La visite commence par le musée national situé dans l’ancien bâtiment style Louis XIII des Petites Écoles et ses annexes. Des travaux de rénovation étant en cours, la visite est limitée (le prix d’entrée aussi) et on peut tout de même contempler quelques peintures en lien avec l’abbaye, ses bâtiments dans le paysage, les personnages qui ont marqué son histoire. Ces tableaux sont l’œuvre de, entre autres, Philippe de Champaigne, Hyacinthe Rigaud, Jean Restout.

La pause méridienne est sacrée, le musée est donc fermé pendant deux heures (une heure trente en haute saison). Mais le personnel d’accueil nous explique très gentiment que l’on peut rester dans le parc du domaine pendant cette pause, un portillon ad-hoc est disponible si on veut s’échapper avant la reprise.

Un parcours autour des bâtiments nous fait passer dans la cour de la ferme (avec son puits de Pascal), dans un potager médiéval et son jardin des simples, dans le parc devant la maison du 19e d’où l’on domine les ruines de l’abbaye, puis au travers du verger des Solitaires qui présente un ensemble paraît-il unique d’arbres fruitiers anciens.
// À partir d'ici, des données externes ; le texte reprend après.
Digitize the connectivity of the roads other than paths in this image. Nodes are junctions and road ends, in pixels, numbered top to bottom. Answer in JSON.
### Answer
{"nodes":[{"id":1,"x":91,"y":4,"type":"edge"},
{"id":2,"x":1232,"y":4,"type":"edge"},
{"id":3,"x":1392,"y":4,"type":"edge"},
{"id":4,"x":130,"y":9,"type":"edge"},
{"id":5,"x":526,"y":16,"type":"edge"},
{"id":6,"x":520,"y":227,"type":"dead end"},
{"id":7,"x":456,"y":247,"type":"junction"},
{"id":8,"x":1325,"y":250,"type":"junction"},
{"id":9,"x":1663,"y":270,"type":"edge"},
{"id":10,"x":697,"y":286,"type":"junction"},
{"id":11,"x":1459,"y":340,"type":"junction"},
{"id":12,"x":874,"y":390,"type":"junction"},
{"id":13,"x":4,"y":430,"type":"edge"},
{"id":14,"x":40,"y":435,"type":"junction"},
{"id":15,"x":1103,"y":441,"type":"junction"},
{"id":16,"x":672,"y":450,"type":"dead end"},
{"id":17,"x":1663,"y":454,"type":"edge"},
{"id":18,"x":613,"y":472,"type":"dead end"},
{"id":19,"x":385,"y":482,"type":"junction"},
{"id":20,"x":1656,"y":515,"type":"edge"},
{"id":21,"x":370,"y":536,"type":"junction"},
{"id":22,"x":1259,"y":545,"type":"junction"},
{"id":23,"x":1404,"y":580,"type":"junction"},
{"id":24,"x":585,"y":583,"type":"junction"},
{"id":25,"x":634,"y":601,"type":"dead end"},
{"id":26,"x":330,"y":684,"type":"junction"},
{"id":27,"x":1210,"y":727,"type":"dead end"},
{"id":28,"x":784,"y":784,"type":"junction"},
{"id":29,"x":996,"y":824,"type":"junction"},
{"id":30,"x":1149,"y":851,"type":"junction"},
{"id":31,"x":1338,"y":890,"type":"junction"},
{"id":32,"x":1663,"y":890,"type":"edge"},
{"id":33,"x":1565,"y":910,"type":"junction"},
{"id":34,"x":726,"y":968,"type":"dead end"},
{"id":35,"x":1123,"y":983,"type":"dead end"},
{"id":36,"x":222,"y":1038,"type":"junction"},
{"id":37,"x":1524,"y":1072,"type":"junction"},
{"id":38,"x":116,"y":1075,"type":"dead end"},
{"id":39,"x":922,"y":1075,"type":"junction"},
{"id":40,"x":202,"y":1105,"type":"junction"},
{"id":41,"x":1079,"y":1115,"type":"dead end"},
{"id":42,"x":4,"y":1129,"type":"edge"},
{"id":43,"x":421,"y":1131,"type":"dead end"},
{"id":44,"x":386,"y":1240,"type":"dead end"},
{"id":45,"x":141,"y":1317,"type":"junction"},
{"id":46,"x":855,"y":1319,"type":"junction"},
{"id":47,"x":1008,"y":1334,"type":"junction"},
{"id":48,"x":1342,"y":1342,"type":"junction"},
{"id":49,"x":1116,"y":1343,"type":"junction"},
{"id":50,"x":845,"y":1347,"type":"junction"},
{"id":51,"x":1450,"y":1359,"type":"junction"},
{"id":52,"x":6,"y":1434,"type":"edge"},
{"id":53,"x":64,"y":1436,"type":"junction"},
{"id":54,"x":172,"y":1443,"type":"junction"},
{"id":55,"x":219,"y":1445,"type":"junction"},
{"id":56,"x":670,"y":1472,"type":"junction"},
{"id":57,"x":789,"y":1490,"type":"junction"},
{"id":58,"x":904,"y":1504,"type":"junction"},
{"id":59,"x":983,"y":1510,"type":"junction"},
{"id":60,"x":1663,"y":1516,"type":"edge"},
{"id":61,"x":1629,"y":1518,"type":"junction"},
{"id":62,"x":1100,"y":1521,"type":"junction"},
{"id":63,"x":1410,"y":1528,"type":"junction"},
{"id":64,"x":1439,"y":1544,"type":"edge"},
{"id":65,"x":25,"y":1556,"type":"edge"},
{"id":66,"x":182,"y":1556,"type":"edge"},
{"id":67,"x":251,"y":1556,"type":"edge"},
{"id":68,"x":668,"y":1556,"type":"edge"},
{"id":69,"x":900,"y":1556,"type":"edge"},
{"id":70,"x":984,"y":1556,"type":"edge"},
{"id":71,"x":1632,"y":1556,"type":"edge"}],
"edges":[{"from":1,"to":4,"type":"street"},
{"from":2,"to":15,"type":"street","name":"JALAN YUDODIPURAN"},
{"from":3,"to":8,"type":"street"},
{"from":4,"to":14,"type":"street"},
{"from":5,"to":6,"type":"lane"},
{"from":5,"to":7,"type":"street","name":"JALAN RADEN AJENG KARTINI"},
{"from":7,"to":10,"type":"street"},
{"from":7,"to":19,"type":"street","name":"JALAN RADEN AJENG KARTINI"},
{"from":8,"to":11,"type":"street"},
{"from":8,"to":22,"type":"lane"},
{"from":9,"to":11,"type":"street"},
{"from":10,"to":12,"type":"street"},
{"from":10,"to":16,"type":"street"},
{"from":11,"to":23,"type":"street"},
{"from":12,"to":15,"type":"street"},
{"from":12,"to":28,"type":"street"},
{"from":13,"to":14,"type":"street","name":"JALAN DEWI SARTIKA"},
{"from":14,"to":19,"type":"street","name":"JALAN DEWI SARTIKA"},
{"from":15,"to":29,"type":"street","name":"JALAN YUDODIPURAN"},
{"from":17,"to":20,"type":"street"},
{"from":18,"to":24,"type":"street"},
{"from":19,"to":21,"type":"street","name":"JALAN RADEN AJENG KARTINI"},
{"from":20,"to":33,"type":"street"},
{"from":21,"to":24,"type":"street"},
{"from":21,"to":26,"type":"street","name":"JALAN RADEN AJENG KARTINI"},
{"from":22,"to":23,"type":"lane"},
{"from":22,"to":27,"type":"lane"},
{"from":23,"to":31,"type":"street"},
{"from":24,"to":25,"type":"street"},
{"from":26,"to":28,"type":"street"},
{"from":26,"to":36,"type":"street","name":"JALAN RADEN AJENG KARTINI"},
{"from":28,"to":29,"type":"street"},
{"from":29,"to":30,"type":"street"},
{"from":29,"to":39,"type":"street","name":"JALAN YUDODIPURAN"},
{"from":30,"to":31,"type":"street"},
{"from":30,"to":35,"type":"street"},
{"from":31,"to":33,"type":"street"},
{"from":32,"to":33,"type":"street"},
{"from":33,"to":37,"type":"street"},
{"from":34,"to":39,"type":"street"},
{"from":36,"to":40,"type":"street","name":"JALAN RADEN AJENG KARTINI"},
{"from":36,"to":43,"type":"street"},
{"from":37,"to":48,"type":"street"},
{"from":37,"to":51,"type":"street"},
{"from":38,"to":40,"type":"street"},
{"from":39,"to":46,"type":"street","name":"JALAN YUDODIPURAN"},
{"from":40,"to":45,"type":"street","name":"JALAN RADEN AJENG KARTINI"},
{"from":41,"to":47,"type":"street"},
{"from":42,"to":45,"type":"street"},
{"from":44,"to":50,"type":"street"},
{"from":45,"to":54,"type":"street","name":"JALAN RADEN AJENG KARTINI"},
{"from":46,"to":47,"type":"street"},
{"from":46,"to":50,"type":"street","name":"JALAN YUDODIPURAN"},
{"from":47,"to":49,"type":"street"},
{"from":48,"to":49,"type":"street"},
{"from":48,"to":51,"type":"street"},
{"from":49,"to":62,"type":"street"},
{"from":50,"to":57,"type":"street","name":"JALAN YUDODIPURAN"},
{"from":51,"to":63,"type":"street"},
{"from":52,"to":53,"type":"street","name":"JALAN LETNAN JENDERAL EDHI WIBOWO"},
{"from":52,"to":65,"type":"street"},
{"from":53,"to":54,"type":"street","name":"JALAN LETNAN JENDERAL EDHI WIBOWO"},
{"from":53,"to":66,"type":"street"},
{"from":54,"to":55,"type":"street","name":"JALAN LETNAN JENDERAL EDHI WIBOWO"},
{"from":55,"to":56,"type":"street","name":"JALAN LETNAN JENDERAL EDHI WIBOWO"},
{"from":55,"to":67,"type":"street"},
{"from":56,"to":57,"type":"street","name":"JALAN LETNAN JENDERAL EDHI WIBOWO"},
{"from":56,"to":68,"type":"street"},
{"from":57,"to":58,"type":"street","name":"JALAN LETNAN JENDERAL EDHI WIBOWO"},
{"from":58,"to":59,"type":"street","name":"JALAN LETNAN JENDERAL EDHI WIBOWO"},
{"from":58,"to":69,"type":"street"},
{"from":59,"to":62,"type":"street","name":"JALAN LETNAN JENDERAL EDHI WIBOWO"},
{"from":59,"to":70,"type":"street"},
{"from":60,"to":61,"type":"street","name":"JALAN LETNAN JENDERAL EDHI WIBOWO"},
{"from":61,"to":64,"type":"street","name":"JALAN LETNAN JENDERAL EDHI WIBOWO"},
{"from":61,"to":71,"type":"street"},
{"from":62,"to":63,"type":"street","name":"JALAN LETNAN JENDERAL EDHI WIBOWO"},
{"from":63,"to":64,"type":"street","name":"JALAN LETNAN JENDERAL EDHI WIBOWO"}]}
Le jardin potager invite à la flânerie, clôturé par des murs qui l’abritent des vents et font grimper la température sous le soleil printanier. On y resterait des heures, à lire Les Provinciales ou Les Pensées de Blaise Pascal, qui fut un habitué des lieux. Mais le reste est bien aussi.

Le bâtiment « historique » des Petites Écoles est le bâtiment de trois niveaux avec sa façade de fenêtres hautes et étroites. Celui qui ressemble à un manoir avec son escalier extérieur, son balcon et son toit mansardé est en fait une « annexe » rajoutée pas le propriétaire au 19e siècle. On le comprend en contemplant la bizarre jonction des toitures.

Un cadran solaire orne la façade du « manoir », avec une devise bien visible sous la bordure du toit : Hora Fugit Utere ce que l’on peut traduire par L’Heure fuit, il faut en profiter. Une autre, beaucoup moins lisible, est située juste au-dessus du cadran : Nulla fluat cujus non meminisse juvet, qui signifie quelque chose comme : Que nulle (heure) ne s’écoule dont on ne prenne plaisir à se souvenir. Que les latinistes distingués me pardonnent ces approximations.

Cette petite promenade sympathique, riche de nature, de culture et d’histoire, est terminée, dommage qu’on ne puisse pas, dans la foulée, la poursuivre vers les ruines de l’abbaye. Ça complèterait agréablement le parcours et l’histoire du site serait mieux transmise aux visiteurs.